Dipper took his seat and gulped. When you're two inches tall, twenty-eight inches is a long way down. But then Mabel turned on the flashlight, the beam hit him, and as he started to grow, he slipped to the very edge. He dropped when he was about half his normal size. Then he could stretch up and reach the flashlight. He took it down—it felt heavy—and finally he helped the tiny Wendy and Mabel and set them on the floor before growing them back to normal size.

"Now do me," he said, handing the flashlight to Wendy.

She smiled down at him. "I dunno, dude. You're incredibly cute like that. Like a stuffed toy. I could, like, sneak you into the house and put you on my bed and tonight—"

"Do it!" Mabel said, chortling in an evil way.

"Nah, just messin' with you man." She enlarged Dipper all the way and then some, until he was an inch or two taller than she was. "Just seein' what you'll look like at twenty," she said. "Not bad."

Drunk with size and relief, Dipper grabbed, her, dipped her, and kissed her.

"Woohoo!" Mabel cheered. "But seriously, guys—guys? We gotta end this spell. I see King Kong climbing Cinderella's castle over there in the far corner. Guys! Knock it off! Don't! Make! Me! SHOUT!"

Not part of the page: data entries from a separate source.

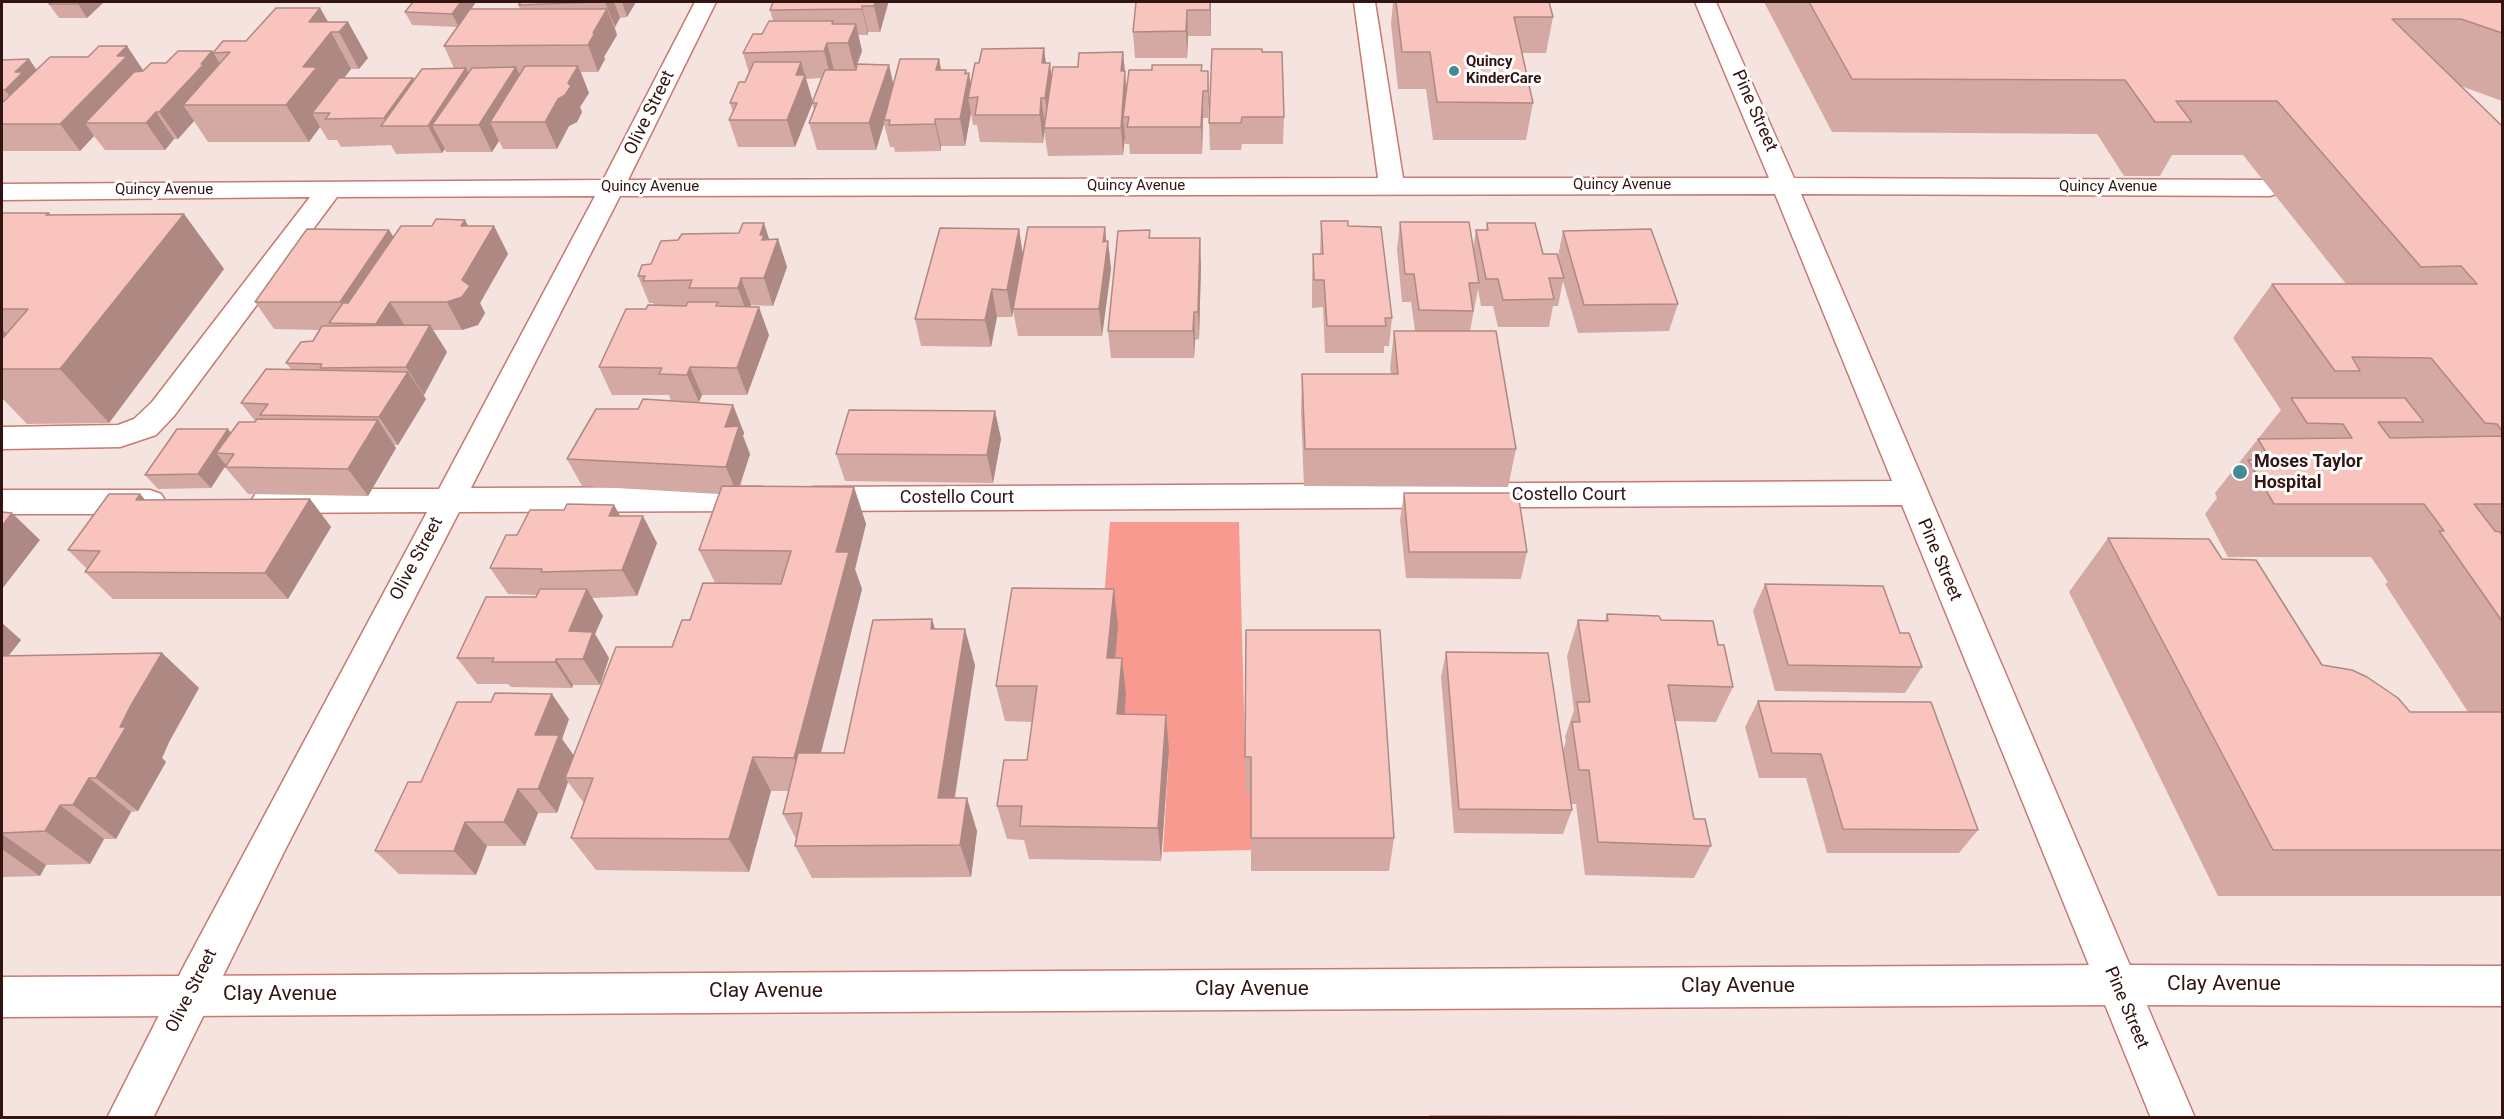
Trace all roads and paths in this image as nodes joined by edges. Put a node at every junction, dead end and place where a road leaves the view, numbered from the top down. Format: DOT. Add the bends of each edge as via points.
graph roads {
  1 [pos="705,2"];
  2 [pos="1364,2"];
  3 [pos="1706,2"];
  4 [pos="1786,185"];
  5 [pos="1392,186"];
  6 [pos="614,187"];
  7 [pos="2270,188"];
  8 [pos="330,189"];
  9 [pos="2,192"];
  10 [pos="2,438"];
  11 [pos="1912,493"];
  12 [pos="177,501"];
  13 [pos="236,501"];
  14 [pos="447,501"];
  15 [pos="2,502"];
  16 [pos="2116,985"];
  17 [pos="2502,986"];
  18 [pos="189,996"];
  19 [pos="2,997"];
  20 [pos="129,1118"];
  21 [pos="2173,1118"];
  1 -- 6 [label="street, Olive Street"];
  2 -- 5 [label="street"];
  3 -- 4 [label="street, Pine Street"];
  4 -- 5 [label="street, Quincy Avenue"];
  4 -- 7 [label="street, Quincy Avenue"];
  4 -- 11 [label="street, Pine Street"];
  5 -- 6 [label="street, Quincy Avenue"];
  6 -- 8 [label="street, Quincy Avenue"];
  6 -- 14 [label="street, Olive Street"];
  8 -- 9 [label="street, Quincy Avenue"];
  8 -- 10 [label="street" via="150,423 120,436"];
  11 -- 14 [label="street, Costello Court"];
  11 -- 16 [label="street, Pine Street"];
  12 -- 15 [label="street"];
  13 -- 14 [label="street, Costello Court"];
  14 -- 18 [label="street, Olive Street"];
  16 -- 17 [label="street, Clay Avenue"];
  16 -- 18 [label="street, Clay Avenue"];
  16 -- 21 [label="street, Pine Street"];
  18 -- 19 [label="street, Clay Avenue"];
  18 -- 20 [label="street, Olive Street"];
}
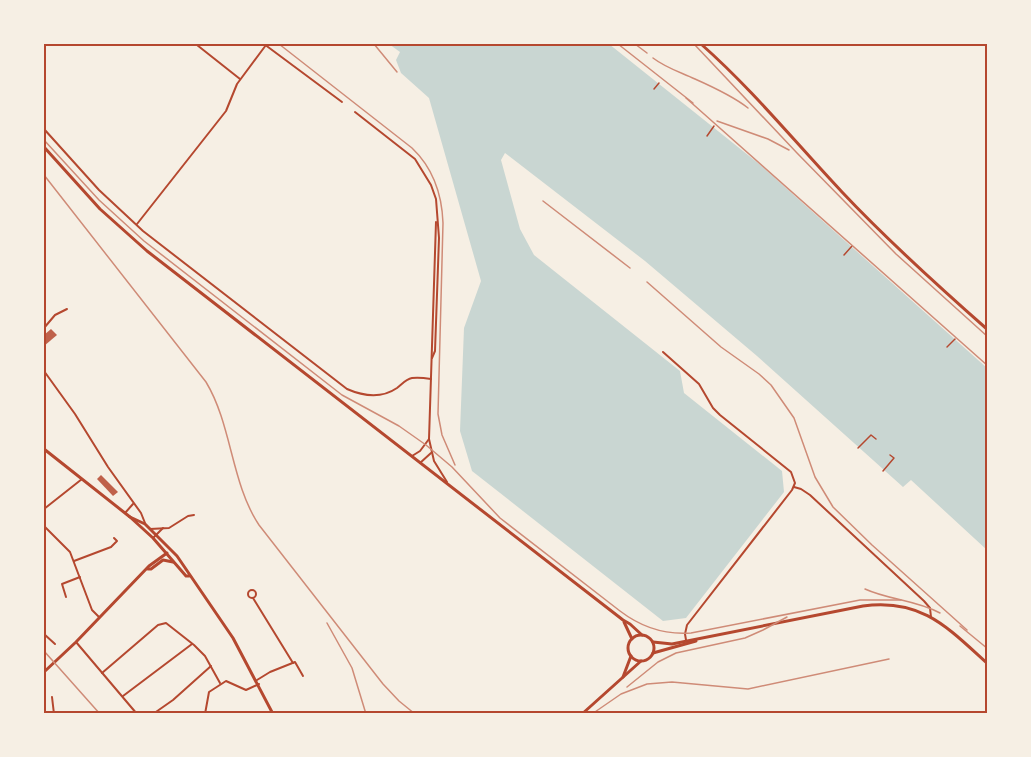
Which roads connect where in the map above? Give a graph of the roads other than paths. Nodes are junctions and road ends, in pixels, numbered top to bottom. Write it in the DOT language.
graph roads {
  1 [pos="265,44"];
  2 [pos="701,44"];
  3 [pos="196,45"];
  4 [pos="240,79"];
  5 [pos="342,102"];
  6 [pos="355,112"];
  7 [pos="44,129"];
  8 [pos="44,147"];
  9 [pos="137,224"];
  10 [pos="67,309"];
  11 [pos="44,328"];
  12 [pos="987,330"];
  13 [pos="663,352"];
  14 [pos="44,371"];
  15 [pos="431,379"];
  16 [pos="429,439"];
  17 [pos="44,449"];
  18 [pos="431,453"];
  19 [pos="412,457"];
  20 [pos="420,463"];
  21 [pos="82,479"];
  22 [pos="448,484"];
  23 [pos="793,487"];
  24 [pos="133,504"];
  25 [pos="44,509"];
  26 [pos="125,513"];
  27 [pos="194,515"];
  28 [pos="130,517"];
  29 [pos="145,524"];
  30 [pos="44,526"];
  31 [pos="163,528"];
  32 [pos="150,529"];
  33 [pos="155,537"];
  34 [pos="114,538"];
  35 [pos="158,544"];
  36 [pos="166,544"];
  37 [pos="167,553"];
  38 [pos="177,556"];
  39 [pos="158,559"];
  40 [pos="163,560"];
  41 [pos="74,561"];
  42 [pos="174,562"];
  43 [pos="148,569"];
  44 [pos="189,576"];
  45 [pos="80,577"];
  46 [pos="66,597"];
  47 [pos="253,598"];
  48 [pos="99,617"];
  49 [pos="931,617"];
  50 [pos="623,620"];
  51 [pos="44,634"];
  52 [pos="642,634"];
  53 [pos="632,639"];
  54 [pos="700,639"];
  55 [pos="686,640"];
  56 [pos="76,642"];
  57 [pos="653,642"];
  58 [pos="55,644"];
  59 [pos="192,644"];
  60 [pos="653,653"];
  61 [pos="632,656"];
  62 [pos="642,661"];
  63 [pos="293,663"];
  64 [pos="987,664"];
  65 [pos="211,666"];
  66 [pos="44,672"];
  67 [pos="102,673"];
  68 [pos="303,676"];
  69 [pos="622,680"];
  70 [pos="258,682"];
  71 [pos="220,683"];
  72 [pos="123,696"];
  73 [pos="52,697"];
  74 [pos="54,714"];
  75 [pos="137,714"];
  76 [pos="153,714"];
  77 [pos="205,714"];
  78 [pos="273,714"];
  79 [pos="582,714"];
  1 -- 4 [label="street"];
  1 -- 5 [label="street"];
  2 -- 12 [label="street"];
  3 -- 4 [label="street"];
  4 -- 9 [label="street"];
  6 -- 15 [label="street"];
  7 -- 9 [label="street"];
  8 -- 19 [label="street"];
  9 -- 15 [label="street"];
  10 -- 11 [label="street"];
  13 -- 23 [label="street"];
  14 -- 24 [label="street"];
  15 -- 16 [label="street"];
  16 -- 18 [label="street"];
  16 -- 19 [label="street"];
  17 -- 21 [label="street"];
  18 -- 20 [label="street"];
  18 -- 22 [label="street"];
  19 -- 20 [label="street"];
  20 -- 22 [label="street"];
  21 -- 25 [label="street"];
  21 -- 26 [label="street"];
  22 -- 50 [label="street"];
  23 -- 49 [label="street"];
  23 -- 55 [label="street"];
  24 -- 26 [label="street"];
  24 -- 29 [label="street"];
  26 -- 28 [label="street"];
  27 -- 31 [label="street"];
  28 -- 29 [label="street"];
  28 -- 33 [label="street"];
  29 -- 32 [label="street"];
  30 -- 41 [label="street"];
  31 -- 32 [label="street"];
  31 -- 33 [label="street"];
  32 -- 33 [label="street"];
  33 -- 35 [label="street"];
  33 -- 36 [label="street"];
  34 -- 41 [label="street"];
  35 -- 37 [label="street"];
  35 -- 39 [label="street"];
  36 -- 37 [label="street"];
  36 -- 38 [label="street"];
  37 -- 38 [label="street"];
  37 -- 39 [label="street"];
  37 -- 40 [label="street"];
  37 -- 42 [label="street"];
  38 -- 44 [label="street"];
  39 -- 43 [label="street"];
  40 -- 42 [label="street"];
  40 -- 43 [label="street"];
  41 -- 45 [label="street"];
  42 -- 44 [label="street"];
  43 -- 48 [label="street"];
  44 -- 70 [label="street"];
  45 -- 46 [label="street"];
  45 -- 48 [label="street"];
  47 -- 63 [label="street"];
  48 -- 56 [label="street"];
  49 -- 54 [label="street"];
  49 -- 64 [label="street"];
  50 -- 52 [label="street"];
  50 -- 53 [label="street"];
  51 -- 58 [label="street"];
  52 -- 53 [label="street"];
  52 -- 57 [label="street"];
  53 -- 61 [label="street"];
  54 -- 55 [label="street"];
  54 -- 60 [label="street"];
  55 -- 57 [label="street"];
  56 -- 66 [label="street"];
  56 -- 67 [label="street"];
  57 -- 60 [label="street"];
  59 -- 65 [label="street"];
  59 -- 67 [label="street"];
  59 -- 72 [label="street"];
  60 -- 62 [label="street"];
  61 -- 62 [label="street"];
  61 -- 69 [label="street"];
  62 -- 69 [label="street"];
  63 -- 68 [label="street"];
  63 -- 70 [label="street"];
  65 -- 71 [label="street"];
  65 -- 76 [label="street"];
  67 -- 72 [label="street"];
  69 -- 79 [label="street"];
  70 -- 71 [label="street"];
  70 -- 78 [label="street"];
  71 -- 77 [label="street"];
  72 -- 75 [label="street"];
  73 -- 74 [label="street"];
}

They reluctantly stopped kissing and adjusted Dipper's height, he found the spell book and ended the enchantment, and Mabel went to see if their baby-sitting charges were still asleep. "Man," Wendy said, her arm around Dipper's shoulders, "that was intense!"

"I hope these kids won't mind that so many of their toys are broken," Dipper said.

"Nah," Wendy told him. "That happens all the time. They'll blame each other, and their grampa will buy them new junk. You know, you look pretty hot when you're tall."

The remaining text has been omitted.